Список использованной литературы:
-Битов Андрей Георгиевич: Птицы, или Оглашение человека. // Империя в четырех измерениях. Т. 4, Харьков-Москва, 1996.
-Уроки Армении. // Империя в четырех измерениях. Т. 3, Харьков-Москва, 1996
-Робинзон и Гулливер (Внутреннее предисловие). // Пятое измерение: На границе времени и пространства. М., «Независимая газета», 2002.
-Япония как она есть, или путешествие из СССР. // «Звезда», 1998, № 8.
-Аннинский Лев. Точка опоры // «Дон», 1968, № 6.
-Странный странник. // Локти и крылья. М., «Советский писатель», 1988.
-Иванова Наталья. Судьба и роль. // Точка зрения. М., «Советский писатель», 1988.
-Цивьян Татьяна. Остров, островное сознание, островной сюжет. // Mundus narratus, 2004.
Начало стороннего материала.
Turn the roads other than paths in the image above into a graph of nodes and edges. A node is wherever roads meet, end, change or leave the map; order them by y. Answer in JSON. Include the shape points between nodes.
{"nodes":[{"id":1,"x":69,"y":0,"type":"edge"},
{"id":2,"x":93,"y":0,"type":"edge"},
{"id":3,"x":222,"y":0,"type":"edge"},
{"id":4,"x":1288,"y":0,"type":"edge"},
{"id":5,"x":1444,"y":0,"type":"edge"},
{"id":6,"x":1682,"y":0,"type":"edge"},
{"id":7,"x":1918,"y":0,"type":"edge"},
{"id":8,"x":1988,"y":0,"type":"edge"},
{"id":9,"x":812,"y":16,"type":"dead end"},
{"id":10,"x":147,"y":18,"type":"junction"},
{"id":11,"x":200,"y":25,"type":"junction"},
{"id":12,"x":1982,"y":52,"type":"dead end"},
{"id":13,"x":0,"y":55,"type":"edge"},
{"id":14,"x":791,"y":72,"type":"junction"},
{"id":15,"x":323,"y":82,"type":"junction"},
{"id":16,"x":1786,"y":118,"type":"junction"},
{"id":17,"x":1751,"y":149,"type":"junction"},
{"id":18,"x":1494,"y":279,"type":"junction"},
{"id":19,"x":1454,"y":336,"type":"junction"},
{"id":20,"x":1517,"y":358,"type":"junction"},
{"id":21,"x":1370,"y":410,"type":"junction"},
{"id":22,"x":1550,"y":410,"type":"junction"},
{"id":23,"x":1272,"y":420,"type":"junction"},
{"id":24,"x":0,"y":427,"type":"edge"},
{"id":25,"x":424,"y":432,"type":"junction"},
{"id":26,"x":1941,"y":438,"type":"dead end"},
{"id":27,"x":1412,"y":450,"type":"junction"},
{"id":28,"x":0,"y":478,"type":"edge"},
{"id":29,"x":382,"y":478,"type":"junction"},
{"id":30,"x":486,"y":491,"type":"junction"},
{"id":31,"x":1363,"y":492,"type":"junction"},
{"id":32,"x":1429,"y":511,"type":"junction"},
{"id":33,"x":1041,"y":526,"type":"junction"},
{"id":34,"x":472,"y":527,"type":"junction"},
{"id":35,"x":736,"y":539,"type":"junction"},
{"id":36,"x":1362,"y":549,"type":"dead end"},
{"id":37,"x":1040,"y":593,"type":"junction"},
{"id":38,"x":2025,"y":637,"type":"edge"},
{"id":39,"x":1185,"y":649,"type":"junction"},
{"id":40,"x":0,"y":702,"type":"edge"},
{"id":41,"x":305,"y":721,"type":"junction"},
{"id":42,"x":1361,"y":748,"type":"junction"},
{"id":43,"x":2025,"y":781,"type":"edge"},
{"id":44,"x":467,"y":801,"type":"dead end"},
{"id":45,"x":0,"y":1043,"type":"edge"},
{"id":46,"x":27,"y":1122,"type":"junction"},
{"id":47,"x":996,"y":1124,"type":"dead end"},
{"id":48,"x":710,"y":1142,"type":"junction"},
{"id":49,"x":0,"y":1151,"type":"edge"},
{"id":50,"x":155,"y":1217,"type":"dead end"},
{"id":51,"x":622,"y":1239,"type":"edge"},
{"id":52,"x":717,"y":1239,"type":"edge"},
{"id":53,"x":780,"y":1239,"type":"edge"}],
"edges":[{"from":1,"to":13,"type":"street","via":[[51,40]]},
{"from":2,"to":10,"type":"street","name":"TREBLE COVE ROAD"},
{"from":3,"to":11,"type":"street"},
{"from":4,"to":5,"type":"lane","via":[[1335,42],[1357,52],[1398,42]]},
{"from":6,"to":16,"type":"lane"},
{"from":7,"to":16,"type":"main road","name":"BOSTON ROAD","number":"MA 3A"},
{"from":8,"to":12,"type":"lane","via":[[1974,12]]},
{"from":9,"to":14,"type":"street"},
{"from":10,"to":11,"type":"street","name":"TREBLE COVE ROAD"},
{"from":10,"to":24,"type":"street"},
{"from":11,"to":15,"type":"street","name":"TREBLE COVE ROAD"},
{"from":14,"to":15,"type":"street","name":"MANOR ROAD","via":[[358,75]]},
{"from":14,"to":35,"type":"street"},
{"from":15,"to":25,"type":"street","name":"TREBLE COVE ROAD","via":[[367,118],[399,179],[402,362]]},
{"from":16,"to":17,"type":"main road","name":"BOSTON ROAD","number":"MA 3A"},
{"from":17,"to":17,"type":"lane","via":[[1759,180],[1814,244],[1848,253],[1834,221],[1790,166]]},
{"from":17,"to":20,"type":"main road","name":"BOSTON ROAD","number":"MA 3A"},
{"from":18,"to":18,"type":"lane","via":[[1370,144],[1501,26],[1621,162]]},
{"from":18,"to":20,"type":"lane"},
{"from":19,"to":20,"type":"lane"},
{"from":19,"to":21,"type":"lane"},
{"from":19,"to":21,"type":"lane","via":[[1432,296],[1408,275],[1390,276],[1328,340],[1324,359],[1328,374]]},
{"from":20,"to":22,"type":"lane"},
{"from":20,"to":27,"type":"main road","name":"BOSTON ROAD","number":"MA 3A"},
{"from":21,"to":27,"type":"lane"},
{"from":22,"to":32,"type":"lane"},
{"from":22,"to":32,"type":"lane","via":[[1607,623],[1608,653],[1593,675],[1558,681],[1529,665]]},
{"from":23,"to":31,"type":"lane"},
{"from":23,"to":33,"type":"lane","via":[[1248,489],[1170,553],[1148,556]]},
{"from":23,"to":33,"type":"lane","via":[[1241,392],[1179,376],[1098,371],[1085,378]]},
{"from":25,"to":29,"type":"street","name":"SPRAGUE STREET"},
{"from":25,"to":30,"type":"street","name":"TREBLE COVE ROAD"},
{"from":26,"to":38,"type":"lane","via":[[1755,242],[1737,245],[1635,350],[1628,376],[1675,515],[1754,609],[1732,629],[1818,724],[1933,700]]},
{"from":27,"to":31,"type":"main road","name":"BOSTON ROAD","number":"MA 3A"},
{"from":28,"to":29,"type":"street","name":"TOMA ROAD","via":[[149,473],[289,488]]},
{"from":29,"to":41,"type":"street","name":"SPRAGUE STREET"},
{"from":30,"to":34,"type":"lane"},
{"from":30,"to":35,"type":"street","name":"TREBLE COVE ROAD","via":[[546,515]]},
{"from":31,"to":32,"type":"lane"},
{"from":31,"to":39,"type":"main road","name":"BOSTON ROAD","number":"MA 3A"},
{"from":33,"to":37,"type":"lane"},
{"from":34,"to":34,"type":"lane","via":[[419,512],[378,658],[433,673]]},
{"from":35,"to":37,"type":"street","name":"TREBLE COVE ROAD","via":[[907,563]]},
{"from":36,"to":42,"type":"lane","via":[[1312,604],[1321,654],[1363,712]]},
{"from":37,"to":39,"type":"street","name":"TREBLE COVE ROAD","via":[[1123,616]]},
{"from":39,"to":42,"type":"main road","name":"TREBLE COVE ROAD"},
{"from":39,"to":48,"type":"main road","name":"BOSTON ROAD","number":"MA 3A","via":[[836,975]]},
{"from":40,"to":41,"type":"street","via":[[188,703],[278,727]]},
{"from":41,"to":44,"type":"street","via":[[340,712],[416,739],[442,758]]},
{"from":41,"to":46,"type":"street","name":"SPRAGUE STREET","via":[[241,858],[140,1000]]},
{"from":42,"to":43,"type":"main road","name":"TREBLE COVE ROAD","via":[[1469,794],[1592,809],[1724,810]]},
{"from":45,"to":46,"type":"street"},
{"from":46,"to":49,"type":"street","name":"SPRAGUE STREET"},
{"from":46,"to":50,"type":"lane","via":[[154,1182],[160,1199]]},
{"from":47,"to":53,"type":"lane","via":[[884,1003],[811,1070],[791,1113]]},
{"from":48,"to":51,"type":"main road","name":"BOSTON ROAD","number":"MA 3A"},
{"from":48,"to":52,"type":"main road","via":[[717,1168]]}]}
-Шмид Вольф. Андрей Битов — мастер островидения. // Андрей Битов. Империя в четырех измерениях. Т. 1 , Петроградская сторона, Харьков-Москва, 1996.
-Meyer-Fraatz Andrea. «Мусор» в прозе Андрея Битова // Utopia czistosci i gory smieci (Утопия чистоты и горы мусора). — Studia literaria polono-slavica, 4, Warszawa 1999.